OUR society maintains rigid standards for legacies and "normal" families, standards it imposes heavily on men, yet it is women who consistently suffer the consequences of collective illiteracy.
We live in an era of rapid technological advancement, yet when it comes to the biology of the human body, many remain anchored to medieval prejudices.
The weight of expectations is often placed on the shoulders of those least responsible for the biological outcome, creating a cycle of shame that is as unscientific as it is cruel.
Recently, I attended an event hosted by a phenomenally successful woman.
She is a titan of industry, surpassing most in wealth and prosperity. However, as I sat there, the women next to me began to whisper. To them, her brilliance was irrelevant.
They muttered that her achievements didn't matter because her husband had left her for a mistress. The "reason" provided by the gossipers was that she had "only" given birth to daughters. They went on to blame her for failing to provide an heir to carry the family line, as if her success was a hollow consolation prize for her "failed" reproductive duties.
I sat there, maintaining a mask of composure out of courtesy for my elders, but my mind was racing with questions: Are girls not heiresses?
Since when did a double-X chromosome disqualify a child from a legacy? And, most importantly, do we still not understand how basic biology works? When I dared to push back against their narrative, their response was chilling: “Who cares? A woman must be fruitful. People don’t even care about the reason behind it.” As frustrating as their ignorance was, I knew they were right about one thing: society often doesn’t care about the "why" when it has a woman to blame.
But the "why" matters and the science is clear. Biologically, the sex of a child is determined by the father’s sperm. Every woman carries two X chromosomes. A man carries one X and one Y. If the father’s sperm contributes an X, the child is a girl; if he contributes a Y, the child is a boy. Scientific research, including studies published in the Journal of Applied Genetics, confirms that the "choice" of sex happens at the moment of conception based entirely on the male gamete. To blame a woman for not producing a son is like blaming the soil for the type of seed the farmer chose to plant.
Furthermore, infertility is rarely a "one-sided" issue, despite the social narrative.
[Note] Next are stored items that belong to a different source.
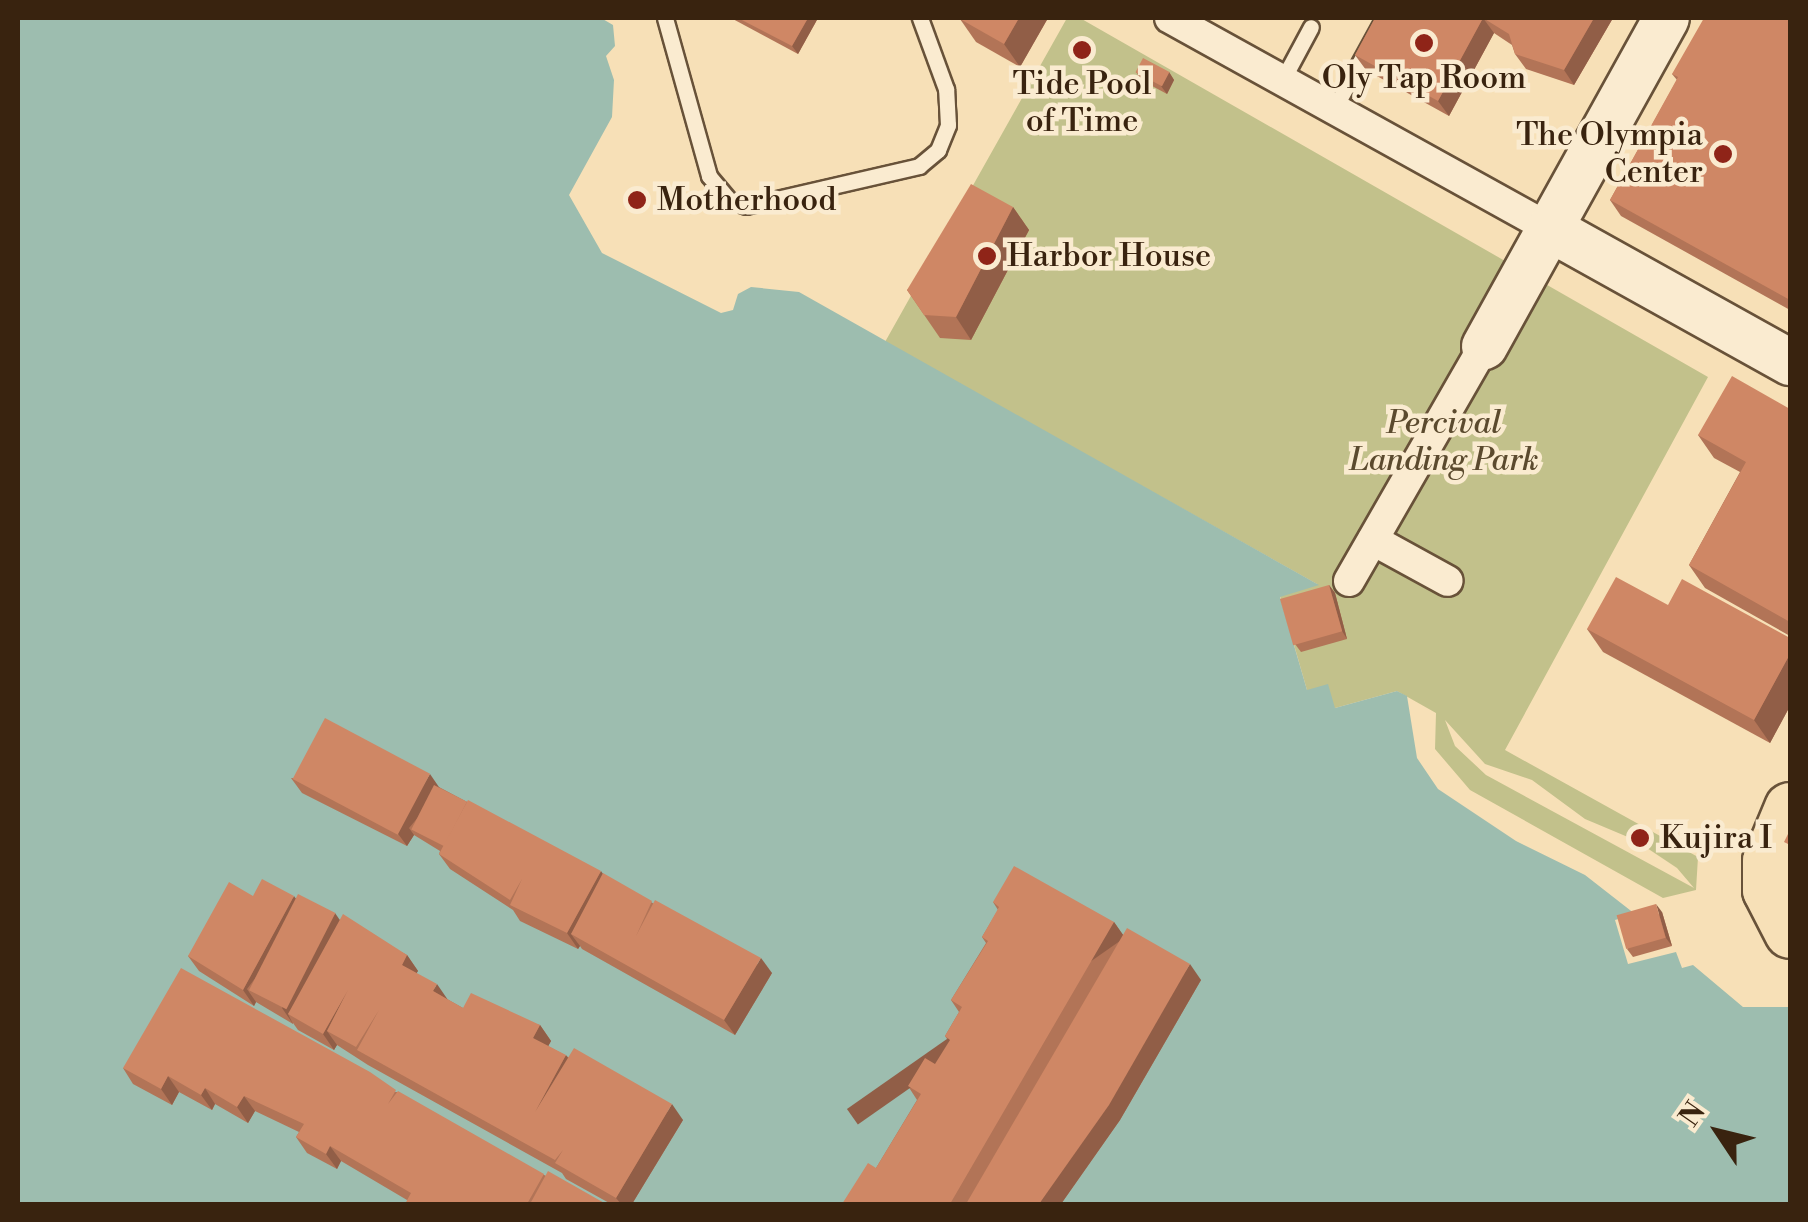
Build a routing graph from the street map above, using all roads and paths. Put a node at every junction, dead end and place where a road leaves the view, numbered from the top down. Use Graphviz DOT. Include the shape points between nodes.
graph roads {
  1 [pos="665,18"];
  2 [pos="920,18"];
  3 [pos="1170,18"];
  4 [pos="1384,18"];
  5 [pos="1666,18"];
  6 [pos="1311,27"];
  7 [pos="1282,81"];
  8 [pos="1334,109"];
  9 [pos="1549,228"];
  10 [pos="1484,346"];
  11 [pos="1790,362"];
  12 [pos="1372,540"];
  13 [pos="1349,581"];
  14 [pos="1448,581"];
  15 [pos="1790,808"];
  16 [pos="1790,934"];
  1 -- 2 [label="lane" via="710,176 728,200 746,206 919,166 938,150 948,124 946,88"];
  3 -- 7 [label="street"];
  4 -- 8 [label="lane"];
  5 -- 9 [label="street"];
  6 -- 7 [label="lane"];
  7 -- 8 [label="street"];
  8 -- 9 [label="street"];
  9 -- 10 [label="street"];
  9 -- 11 [label="street"];
  10 -- 12 [label="street"];
  12 -- 13 [label="street"];
  12 -- 14 [label="street"];
  15 -- 16 [label="main road" via="1768,861 1768,890"];
}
According to the World Health Organisation, infertility affects millions of people of reproductive age worldwide.
Research indicates that in roughly one-third of cases, the issue rests with the male, one-third with the female and the remaining third is a combination of both or unexplained factors.
Yet, the social stigma remains lopsided, shielding men from the reality of their own physiology while leaving women to navigate the fallout alone.
To understand the weight of this burden, I spoke with two women who requested anonymity.
Their stories are mirrors of a broken system. The first has been married for five years without a child.
"The doctor said there is nothing wrong with me," she shared. "But my husband refuses to visit a male fertility clinic. He insists that fertility issues always lie with the woman and says he is 'being patient' with me."
This "patience" is a thin veil for avoidance. Meanwhile, she bears the brunt of the family’s cruelty. She avoids family functions to escape the piercing questions: Chiitai mwana, muchaita mwana riini? (Make a baby, when will you make a baby?)
The second woman is a mother of five daughters. She described how the atmosphere in her home soured after her second girl was born. The excitement vanished, replaced by a growing coldness from her in-laws. She was eventually labelled "Mai VeMahure", a derogatory term implying she was only capable of producing girls who would grow up to be "prostitutes," because she had no sons to "protect" the lineage.
Her husband eventually sought a son elsewhere. In a twist of poetic justice, his mistress gave birth to two more girls.
This is not just a "women’s issue". It is a human rights issue and a literacy crisis. When we allow men to bypass the fertility clinic while their wives are subjected to invasive tests and social shaming, we are choosing ignorance over family health.
When we treat daughters as "placeholders" for sons, we are devaluing half of the human race. We must stop treating the womb as a scapegoat for biological processes that involve two players. In the game of conception, there is no "sole proprietor."
The next time you are at a gathering and hear someone whispering about a woman’s "failure" to conceive or produce a son, speak up. Correct the science. Remind them that a legacy is built on character and love, not just a Y chromosome. To the husbands: be partners in health, not just in name. Go to the clinic. Support your wives. Legacy is not about the gender of the child; it is about the quality of the ancestors we choose to be. It is time we stopped punishing women for the laws of nature.